One day, Dualo showed up in Abonani: the same handsome, well-built and elegantly dressed up young man, but otherwise completely different Dualo, now rich, confident and outgoing. Better, he was ready to propose to Onaedo, albeit fully informed about what had happened to her: unhappy marriage, divorced with child. Filled with hope, love and faith, they happily got together to made plans for a delayed but no less solemn wedding ritual.

Then, it happened. It was time for them to part to go home. The sky was threatening: a big storm was brewing; Onaedo ran home:

She felt the invigorating cold wind bathe her with light moisture as Duelos’s arms propelled her forward. They were like little children again, laughing as they raced to beat the downpour. The roiling skies grew darker. “Try to catch me!” she shouted. Then she heard a noise. It seemed to come behind her. She turned to call out to Dualo      and saw he was surrounded by a grouip of strangers. Then they hit him. He fell to the ground and she ran back to help. Too late…..Another man had crept from the surrounding woods. She took a breath to scream, felt the blow to her head, and fell to the ground. Darkness claimed her.  (p.208).

The second part (from p. 209 to 356) relates the travails of a slave: transported to a new destination, forced labor in a plantation, miserable living conditions, abuses of all kinds coming from all directions. Noticed by her beauty and probably by a hint of a few drops of white blood in her veins, she started working with the missionary in his church to finally being chosen to become the mistress of the white plantation owner. All these happenings in the life of slaves reveal nothing new. Countless novels or even history books have depicted  them with authority and precision.

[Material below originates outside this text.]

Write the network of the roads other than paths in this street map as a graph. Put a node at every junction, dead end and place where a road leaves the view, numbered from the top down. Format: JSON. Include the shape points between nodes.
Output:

The first part, therefore, constitutes the main core of the book. The suspense is real  that makes the readers want to turn the pages fast enough so as to confirm Onaedo’s fate, hinted from the beginning of the narrative, which is to be kidnapped into slavery.  Before that point in time, her life in its social and cultural environment was presented in so many minute aspects that the text became an ethnographic tableau of the Iqbo land.  I was most struck by the custom concerning ejima: the phenomenon of twins or multiple birth, which is considered an abomination by the clan: ” The babies must be taken to the forest and left there. The mother must be purified for lowering us all to the level of animals with many babies.” (p.164).  I welcome another tradition which decrees that the first born child no matter how early its birth after the wedding is always considered to be the husband’s. (p.32)

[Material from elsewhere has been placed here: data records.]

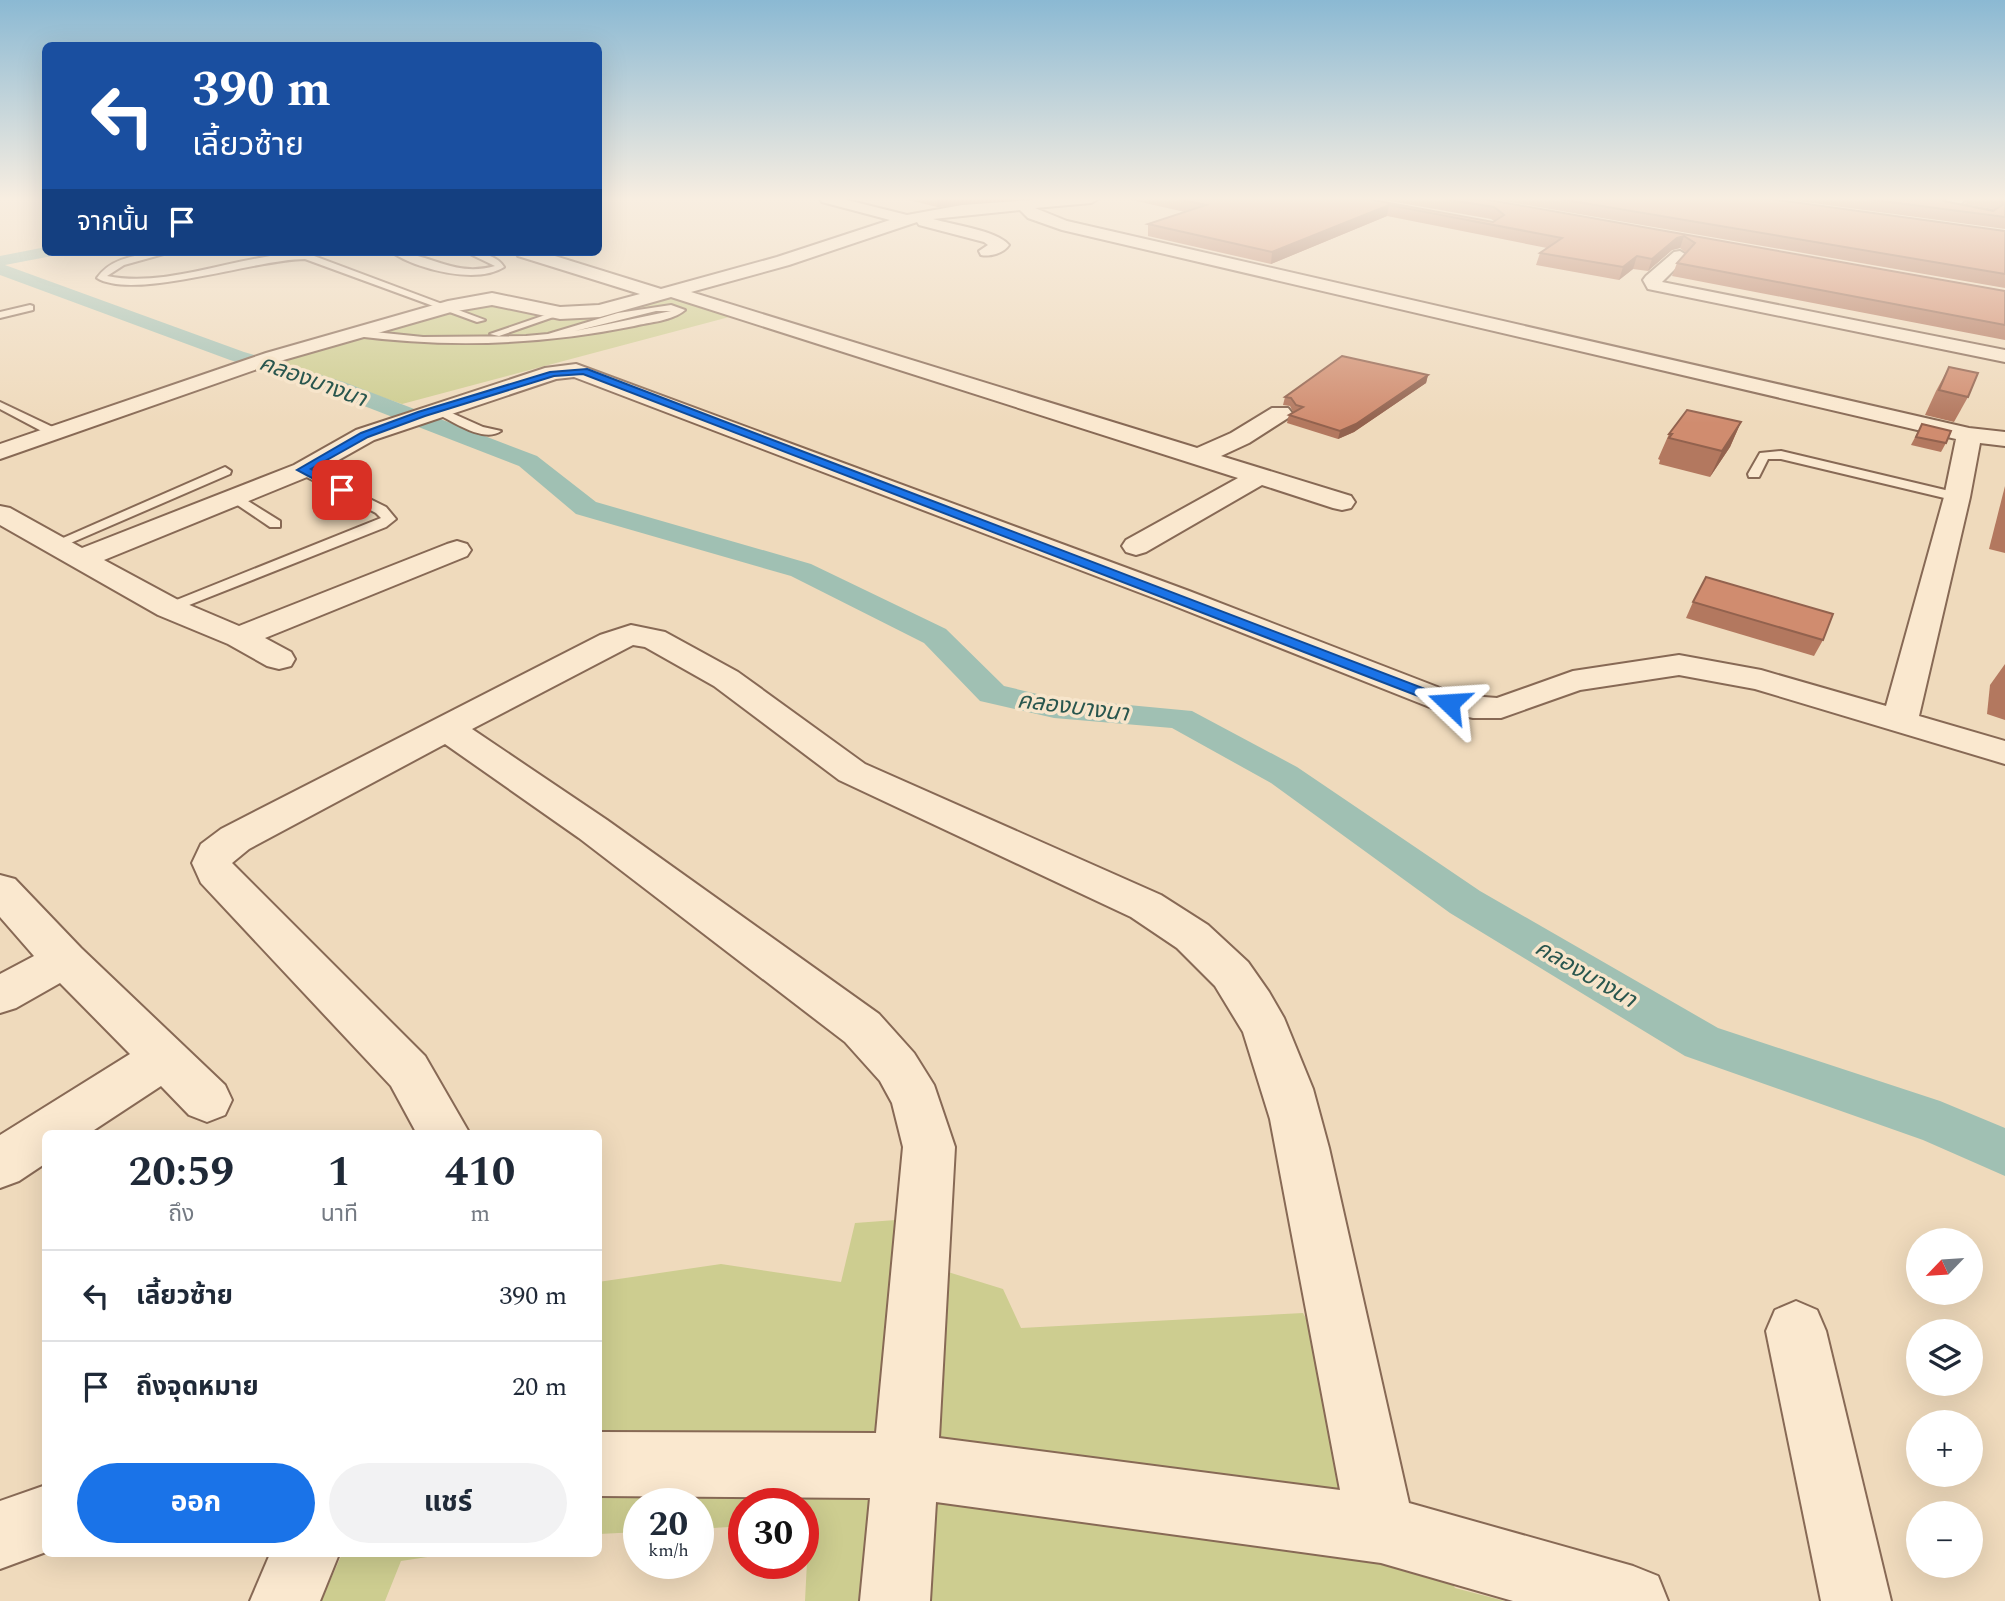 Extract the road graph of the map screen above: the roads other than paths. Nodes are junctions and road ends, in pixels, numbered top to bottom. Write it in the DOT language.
graph roads {
  1 [pos="103,274"];
  2 [pos="181,274"];
  3 [pos="356,274"];
  4 [pos="617,274"];
  5 [pos="738,274"];
  6 [pos="1272,274"];
  7 [pos="1660,274"];
  8 [pos="669,286"];
  9 [pos="448,307"];
  10 [pos="30,308"];
  11 [pos="560,313"];
  12 [pos="0,315"];
  13 [pos="480,320"];
  14 [pos="355,333"];
  15 [pos="552,335"];
  16 [pos="468,343"];
  17 [pos="2005,356"];
  18 [pos="0,405"];
  19 [pos="429,412"];
  20 [pos="1280,414"];
  21 [pos="495,431"];
  22 [pos="55,433"];
  23 [pos="1969,435"];
  24 [pos="2005,439"];
  25 [pos="0,452"];
  26 [pos="1200,456"];
  27 [pos="303,470"];
  28 [pos="225,471"];
  29 [pos="1754,474"];
  30 [pos="1259,475"];
  31 [pos="235,497"];
  32 [pos="1957,497"];
  33 [pos="1342,502"];
  34 [pos="0,514"];
  35 [pos="275,524"];
  36 [pos="1136,546"];
  37 [pos="457,550"];
  38 [pos="67,552"];
  39 [pos="169,608"];
  40 [pos="239,637"];
  41 [pos="279,659"];
  42 [pos="1900,720"];
  43 [pos="447,729"];
  44 [pos="2005,753"];
  45 [pos="0,890"];
  46 [pos="65,960"];
  47 [pos="0,995"];
  48 [pos="164,1058"];
  49 [pos="207,1100"];
  50 [pos="52,1130"];
  51 [pos="442,1130"];
  52 [pos="42,1137"];
  53 [pos="0,1164"];
  54 [pos="1796,1331"];
  55 [pos="602,1464"];
  56 [pos="906,1466"];
  57 [pos="42,1519"];
  58 [pos="1381,1529"];
  59 [pos="0,1535"];
  60 [pos="304,1557"];
  61 [pos="285,1601"];
  62 [pos="895,1601"];
  63 [pos="1633,1601"];
  64 [pos="1856,1601"];
  1 -- 2 [label="lane"];
  3 -- 9 [label="lane"];
  4 -- 8 [label="street"];
  5 -- 8 [label="street"];
  6 -- 23 [label="street"];
  7 -- 17 [label="street"];
  8 -- 11 [label="street"];
  8 -- 26 [label="street"];
  9 -- 11 [label="street"];
  9 -- 13 [label="lane"];
  9 -- 14 [label="street"];
  10 -- 12 [label="lane"];
  11 -- 16 [label="lane"];
  14 -- 16 [label="lane"];
  14 -- 22 [label="street"];
  15 -- 15 [label="lane"];
  15 -- 16 [label="lane"];
  18 -- 22 [label="lane"];
  19 -- 21 [label="lane"];
  19 -- 27 [label="street"];
  19 -- 42 [label="street"];
  20 -- 26 [label="street"];
  22 -- 25 [label="street"];
  23 -- 24 [label="street"];
  23 -- 32 [label="street"];
  26 -- 30 [label="street"];
  27 -- 31 [label="street"];
  27 -- 39 [label="lane"];
  28 -- 38 [label="lane"];
  29 -- 32 [label="lane"];
  30 -- 33 [label="street"];
  30 -- 36 [label="street"];
  31 -- 35 [label="lane"];
  31 -- 38 [label="street"];
  32 -- 42 [label="street"];
  34 -- 38 [label="street"];
  37 -- 40 [label="street"];
  38 -- 39 [label="street"];
  39 -- 40 [label="street"];
  40 -- 41 [label="street"];
  42 -- 44 [label="street"];
  43 -- 51 [label="street"];
  43 -- 56 [label="street"];
  43 -- 58 [label="street"];
  45 -- 46 [label="street"];
  46 -- 47 [label="street"];
  46 -- 48 [label="street"];
  48 -- 49 [label="street"];
  48 -- 50 [label="street"];
  52 -- 53 [label="street"];
  54 -- 64 [label="street"];
  55 -- 56 [label="street"];
  56 -- 58 [label="street"];
  56 -- 62 [label="street"];
  57 -- 59 [label="street"];
  58 -- 63 [label="street"];
  60 -- 61 [label="street"];
}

I particularly like the sayings, proverbs, images,expressions which reveal the perception of the world and the wisdom of the people.

“A dwarf should hang he bag where he can reach it.”  “His eyes were dark and unfathomable lakes and his brows were branches that overhung it (p.30).

-Have you ever seen eyes of a the “color of dry and fresh leaves mixed together.”? and a person’s skin that has the “color of muddy earth after a heavy rain”? (p.19)

-It is always hard to reach the truth but to do that, in some situation,“one needs to count one’s own teeth with one’s own tongue! “(p. 37)

-The palm-oil wine that is as clean and sweet as the white of the babies' eyes. (p.47)

 -“I’ll tell our mother what you said. She’ll slap you till okra seeds fall out of your eyes.” (p.59)

-…disappointment is written, especially  for women. A woman’s life is rooted in overcoming sorrow, so you have to wear the garmant that is cut out of the cloth of patience.” (p.132)

-People are packed together like yams in a barn” (p.260)

I must confess that I was attracted to this novel because of the name of the author. It is a worn out last name for during my forty years in the teaching business, it did not pass a single year when that name: Chinua Achebe and the novel: Things Fall Apart were not listed in one of the syllabi of one of my colleagues. With all due respect, I am aware that it amounts to a sacrilege for me to say that I have never liked that book too much. On the other hand, would it skirt irreverence for me to assert that I personally like better his niece’s treatment of  the similar topic in this work.